◆ GOAL OF THE EXERCISE
Aside from the pictures, the entries should be given again exactly.

====

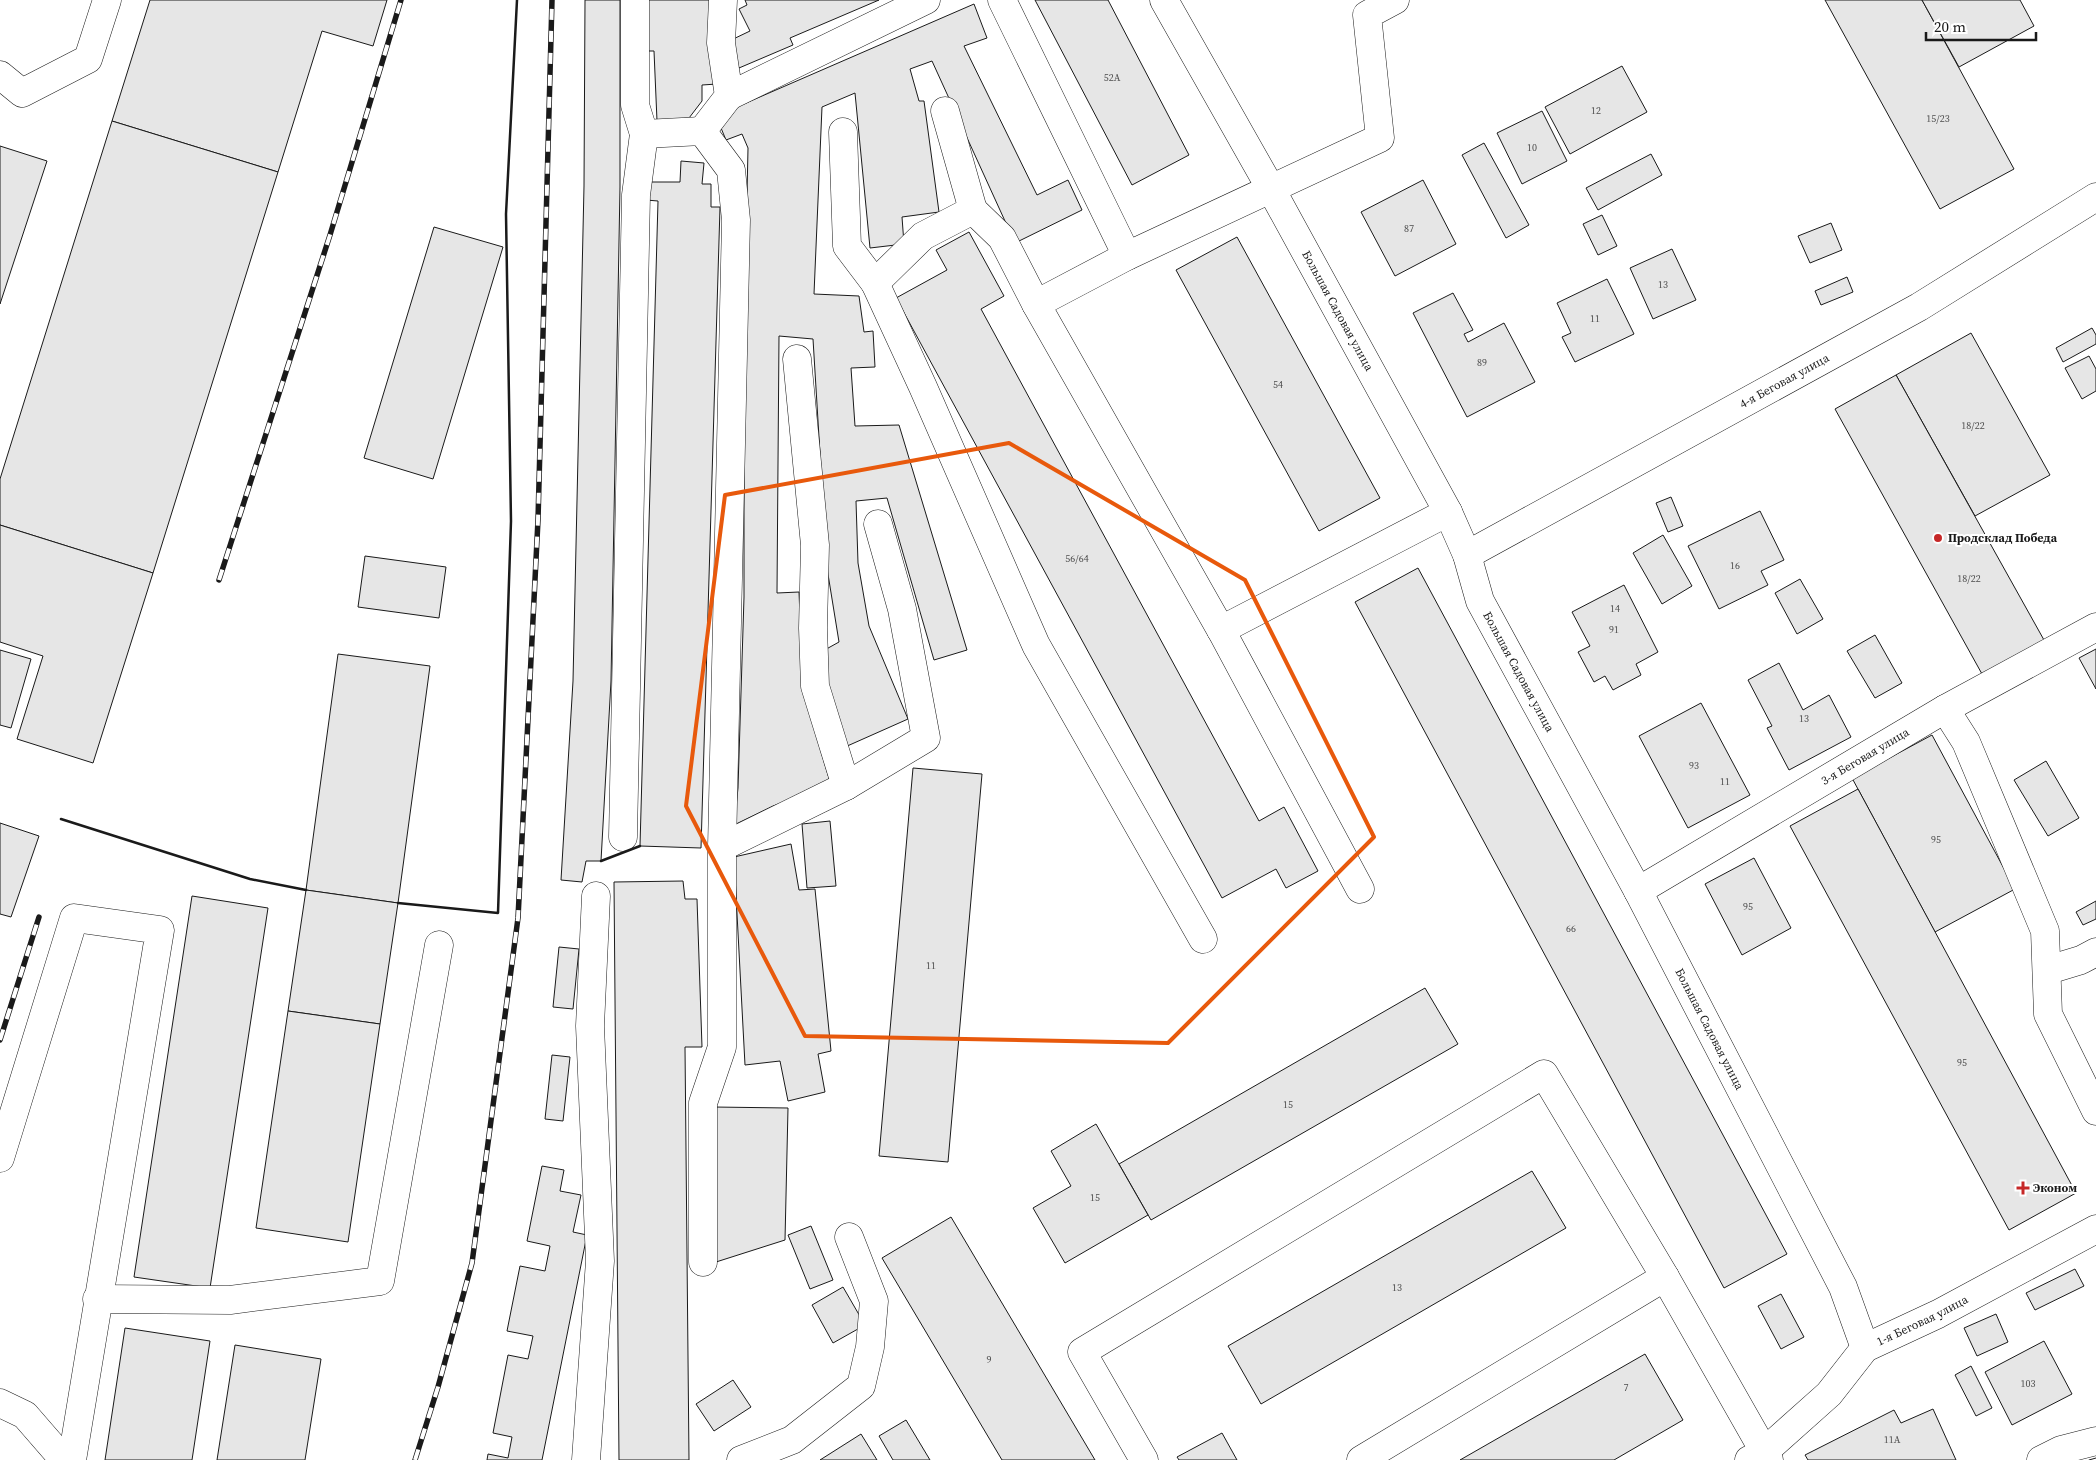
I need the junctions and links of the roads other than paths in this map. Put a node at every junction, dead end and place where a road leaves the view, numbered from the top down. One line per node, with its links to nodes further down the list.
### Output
1 (108, 0): 8 (street)
2 (635, 0): 13 (street)
3 (724, 0): 9 (street)
4 (926, 0): 9 (street)
5 (1002, 0): 17 (street)
6 (1164, 0): 14 (street, Большая Садовая улица)
7 (1395, 0): 14 (street)
8 (0, 75)
9 (729, 96): 11 (street)
10 (945, 111): 16 (street)
11 (702, 131): 13 (street); 29 (street)
12 (843, 132): 18 (street)
13 (644, 134): 28 (street)
14 (1271, 188): 17 (street); 21 (street, Большая Садовая улица)
15 (2096, 197): 23 (street, 4-я Беговая улица)
16 (973, 210): 18 (street); 19 (street)
17 (1127, 256): 19 (street)
18 (875, 283): 33 (street)
19 (1036, 304): 25 (street)
20 (797, 359): 27 (street)
21 (1448, 512): 23 (street, Большая Садовая улица); 25 (street)
22 (878, 524): 27 (street)
23 (1467, 554): 31 (street, Большая Садовая улица)
24 (2096, 627): 26 (street, 3-я Беговая улица)
25 (1221, 630): 30 (street)
26 (1945, 709): 31 (street, 3-я Беговая улица); 36 (street)
27 (846, 786): 29 (street)
28 (624, 837)
29 (722, 847): 41 (street)
30 (1360, 889)
31 (1638, 891): 44 (street, Большая Садовая улица)
32 (596, 896): 50 (street)
33 (1203, 939)
34 (440, 945): 43 (street)
35 (2096, 952): 36 (street)
36 (2048, 970): 37 (street)
37 (2096, 1111)
38 (0, 1158): 43 (street)
39 (2096, 1229): 44 (street, 1-я Беговая улица)
40 (849, 1237): 51 (street)
41 (703, 1262)
42 (1665, 1277): 47 (street); 52 (street); 53 (street)
43 (97, 1299): 49 (street)
44 (1865, 1348): 47 (street, 1-я Беговая улица)
45 (0, 1403): 48 (street)
46 (2096, 1441): 54 (street)
47 (1761, 1457)
48 (64, 1460)
49 (72, 1460)
50 (586, 1460)
51 (741, 1460)
52 (1144, 1460)
53 (1361, 1460)
54 (2041, 1460)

====

◆ EXERCISE RESULT
I need the junctions and links of the roads other than paths in this map. Put a node at every junction, dead end and place where a road leaves the view, numbered from the top down. One line per node, with its links to nodes further down the list.
### Output
1 (108, 0): 8 (street)
2 (635, 0): 13 (street)
3 (724, 0): 9 (street)
4 (926, 0): 9 (street)
5 (1002, 0): 17 (street)
6 (1164, 0): 14 (street, Большая Садовая улица)
7 (1395, 0): 14 (street)
8 (0, 75)
9 (729, 96): 11 (street)
10 (945, 111): 16 (street)
11 (702, 131): 13 (street); 29 (street)
12 (843, 132): 18 (street)
13 (644, 134): 28 (street)
14 (1271, 188): 17 (street); 21 (street, Большая Садовая улица)
15 (2096, 197): 23 (street, 4-я Беговая улица)
16 (973, 210): 18 (street); 19 (street)
17 (1127, 256): 19 (street)
18 (875, 283): 33 (street)
19 (1036, 304): 25 (street)
20 (797, 359): 27 (street)
21 (1448, 512): 23 (street, Большая Садовая улица); 25 (street)
22 (878, 524): 27 (street)
23 (1467, 554): 31 (street, Большая Садовая улица)
24 (2096, 627): 26 (street, 3-я Беговая улица)
25 (1221, 630): 30 (street)
26 (1945, 709): 31 (street, 3-я Беговая улица); 36 (street)
27 (846, 786): 29 (street)
28 (624, 837)
29 (722, 847): 41 (street)
30 (1360, 889)
31 (1638, 891): 44 (street, Большая Садовая улица)
32 (596, 896): 50 (street)
33 (1203, 939)
34 (440, 945): 43 (street)
35 (2096, 952): 36 (street)
36 (2048, 970): 37 (street)
37 (2096, 1111)
38 (0, 1158): 43 (street)
39 (2096, 1229): 44 (street, 1-я Беговая улица)
40 (849, 1237): 51 (street)
41 (703, 1262)
42 (1665, 1277): 47 (street); 52 (street); 53 (street)
43 (97, 1299): 49 (street)
44 (1865, 1348): 47 (street, 1-я Беговая улица)
45 (0, 1403): 48 (street)
46 (2096, 1441): 54 (street)
47 (1761, 1457)
48 (64, 1460)
49 (72, 1460)
50 (586, 1460)
51 (741, 1460)
52 (1144, 1460)
53 (1361, 1460)
54 (2041, 1460)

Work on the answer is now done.